The billionaire has repeatedly argued that protracted warfare will end in disaster for Ukraine
Russian servicemen attend the Victory Day military parade rehearsal in Moscow, Russia, May 4, 2023 © AFP / Natalia Kolesnikova
The longer the conflict in Ukraine drags on, “the better Russia will do,” SpaceX CEO Elon Musk believes. The South African billionaire has been calling for a ceasefire in Ukraine since 2022, arguing that Kiev needs to accept its loss of territory to avoid further catastrophe.

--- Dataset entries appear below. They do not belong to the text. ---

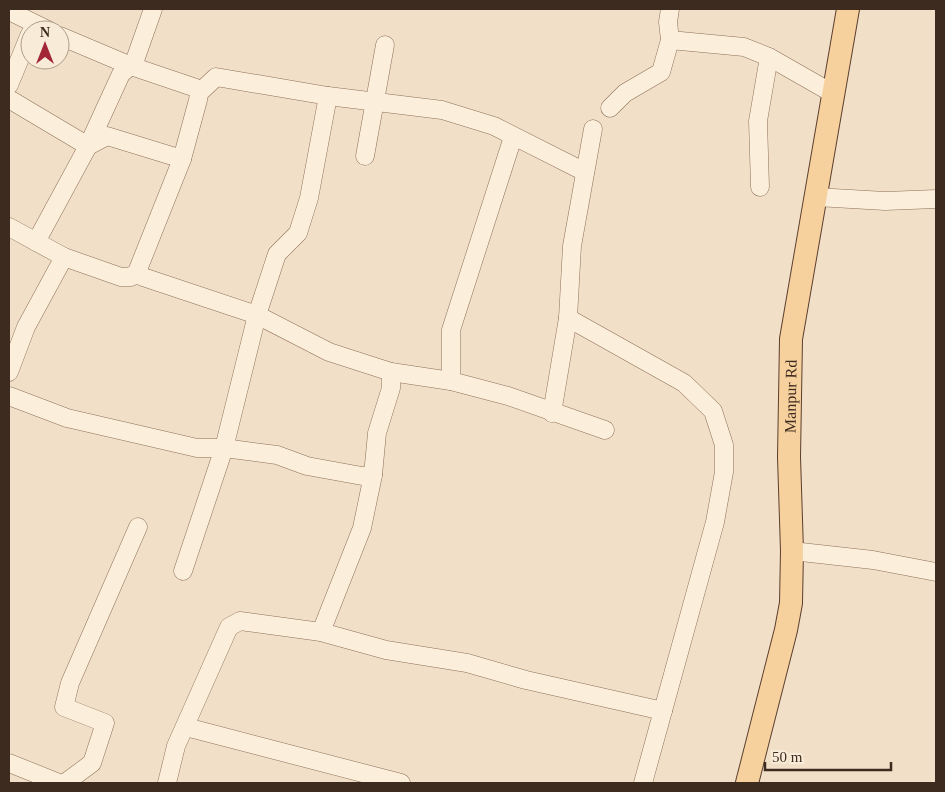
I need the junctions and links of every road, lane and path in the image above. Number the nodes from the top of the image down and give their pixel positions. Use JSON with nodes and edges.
{"nodes":[{"id":1,"x":152,"y":9,"type":"edge"},
{"id":2,"x":670,"y":9,"type":"edge"},
{"id":3,"x":848,"y":9,"type":"edge"},
{"id":4,"x":9,"y":11,"type":"edge"},
{"id":5,"x":22,"y":20,"type":"edge"},
{"id":6,"x":70,"y":40,"type":"edge"},
{"id":7,"x":670,"y":40,"type":"junction"},
{"id":8,"x":385,"y":45,"type":"dead end"},
{"id":9,"x":768,"y":57,"type":"junction"},
{"id":10,"x":20,"y":62,"type":"edge"},
{"id":11,"x":131,"y":66,"type":"junction"},
{"id":12,"x":9,"y":85,"type":"edge"},
{"id":13,"x":199,"y":93,"type":"junction"},
{"id":14,"x":832,"y":93,"type":"junction"},
{"id":15,"x":328,"y":96,"type":"junction"},
{"id":16,"x":9,"y":99,"type":"edge"},
{"id":17,"x":376,"y":102,"type":"junction"},
{"id":18,"x":610,"y":108,"type":"dead end"},
{"id":19,"x":592,"y":128,"type":"dead end"},
{"id":20,"x":513,"y":137,"type":"junction"},
{"id":21,"x":88,"y":146,"type":"junction"},
{"id":22,"x":364,"y":156,"type":"dead end"},
{"id":23,"x":182,"y":159,"type":"junction"},
{"id":24,"x":585,"y":172,"type":"junction"},
{"id":25,"x":760,"y":187,"type":"dead end"},
{"id":26,"x":816,"y":197,"type":"junction"},
{"id":27,"x":936,"y":199,"type":"edge"},
{"id":28,"x":9,"y":227,"type":"edge"},
{"id":29,"x":36,"y":242,"type":"junction"},
{"id":30,"x":64,"y":257,"type":"junction"},
{"id":31,"x":137,"y":272,"type":"junction"},
{"id":32,"x":257,"y":315,"type":"junction"},
{"id":33,"x":568,"y":318,"type":"junction"},
{"id":34,"x":9,"y":372,"type":"edge"},
{"id":35,"x":390,"y":372,"type":"junction"},
{"id":36,"x":450,"y":381,"type":"junction"},
{"id":37,"x":9,"y":396,"type":"edge"},
{"id":38,"x":552,"y":413,"type":"junction"},
{"id":39,"x":605,"y":430,"type":"dead end"},
{"id":40,"x":224,"y":448,"type":"junction"},
{"id":41,"x":373,"y":475,"type":"junction"},
{"id":42,"x":138,"y":527,"type":"dead end"},
{"id":43,"x":792,"y":551,"type":"junction"},
{"id":44,"x":183,"y":571,"type":"dead end"},
{"id":45,"x":936,"y":572,"type":"edge"},
{"id":46,"x":321,"y":632,"type":"junction"},
{"id":47,"x":664,"y":711,"type":"junction"},
{"id":48,"x":186,"y":727,"type":"junction"},
{"id":49,"x":9,"y":763,"type":"edge"},
{"id":50,"x":59,"y":783,"type":"edge"},
{"id":51,"x":65,"y":783,"type":"edge"},
{"id":52,"x":167,"y":783,"type":"edge"},
{"id":53,"x":401,"y":783,"type":"edge"},
{"id":54,"x":643,"y":783,"type":"edge"},
{"id":55,"x":747,"y":783,"type":"edge"}],
"edges":[{"from":1,"to":11,"type":"street"},
{"from":2,"to":7,"type":"street"},
{"from":3,"to":14,"type":"main road","name":"Manpur Rd"},
{"from":4,"to":5,"type":"street"},
{"from":6,"to":11,"type":"street"},
{"from":7,"to":9,"type":"street"},
{"from":7,"to":18,"type":"street"},
{"from":8,"to":17,"type":"street"},
{"from":9,"to":14,"type":"street"},
{"from":9,"to":25,"type":"street"},
{"from":10,"to":12,"type":"street"},
{"from":11,"to":13,"type":"street"},
{"from":11,"to":21,"type":"street"},
{"from":13,"to":15,"type":"street"},
{"from":13,"to":23,"type":"street"},
{"from":14,"to":26,"type":"main road","name":"Manpur Rd"},
{"from":15,"to":17,"type":"street"},
{"from":15,"to":32,"type":"street"},
{"from":16,"to":21,"type":"street"},
{"from":17,"to":20,"type":"street"},
{"from":17,"to":22,"type":"street"},
{"from":19,"to":24,"type":"street"},
{"from":20,"to":24,"type":"street"},
{"from":20,"to":36,"type":"street"},
{"from":21,"to":23,"type":"street"},
{"from":21,"to":29,"type":"street"},
{"from":23,"to":31,"type":"street"},
{"from":24,"to":33,"type":"street"},
{"from":26,"to":27,"type":"street"},
{"from":26,"to":43,"type":"main road","name":"Manpur Rd"},
{"from":28,"to":29,"type":"street"},
{"from":29,"to":30,"type":"street"},
{"from":30,"to":31,"type":"street"},
{"from":30,"to":34,"type":"street"},
{"from":31,"to":32,"type":"street"},
{"from":32,"to":35,"type":"street"},
{"from":32,"to":40,"type":"street"},
{"from":33,"to":38,"type":"street"},
{"from":33,"to":47,"type":"street"},
{"from":35,"to":36,"type":"street"},
{"from":35,"to":41,"type":"street"},
{"from":36,"to":38,"type":"street"},
{"from":37,"to":40,"type":"street"},
{"from":38,"to":39,"type":"street"},
{"from":40,"to":41,"type":"street"},
{"from":40,"to":44,"type":"street"},
{"from":41,"to":46,"type":"street"},
{"from":42,"to":51,"type":"street"},
{"from":43,"to":45,"type":"street"},
{"from":43,"to":55,"type":"main road","name":"Manpur Rd"},
{"from":46,"to":47,"type":"street"},
{"from":46,"to":48,"type":"street"},
{"from":47,"to":54,"type":"street"},
{"from":48,"to":52,"type":"street"},
{"from":48,"to":53,"type":"street"},
{"from":49,"to":50,"type":"street"}]}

Responding to news that Russian forces were advancing into the strategically important Donbass town of Avdeevka on Saturday, Musk wrote on X (formerly Twitter) that “the longer this goes on, the better Russia will do.”
The Russian Defense Ministry announced the liberation of the town later on Saturday, after a panicked retreat that cost Ukrainian forces some 1,500 men in just 24 hours. With Avdeevka taken, the ministry said that Russian forces will continue their offensive to “further liberate the Donetsk People’s Republic from Ukrainian nationalists.”
Ukrainian and American officials have blamed the loss of the city on the drying up of Western aid, while the Pentagon warned on Friday that the situation in Avdeevka could soon be repeated in “many other locations along the forward line,” if American lawmakers fail to authorize a new $60 billion package of arms, ammo, and training for Kiev.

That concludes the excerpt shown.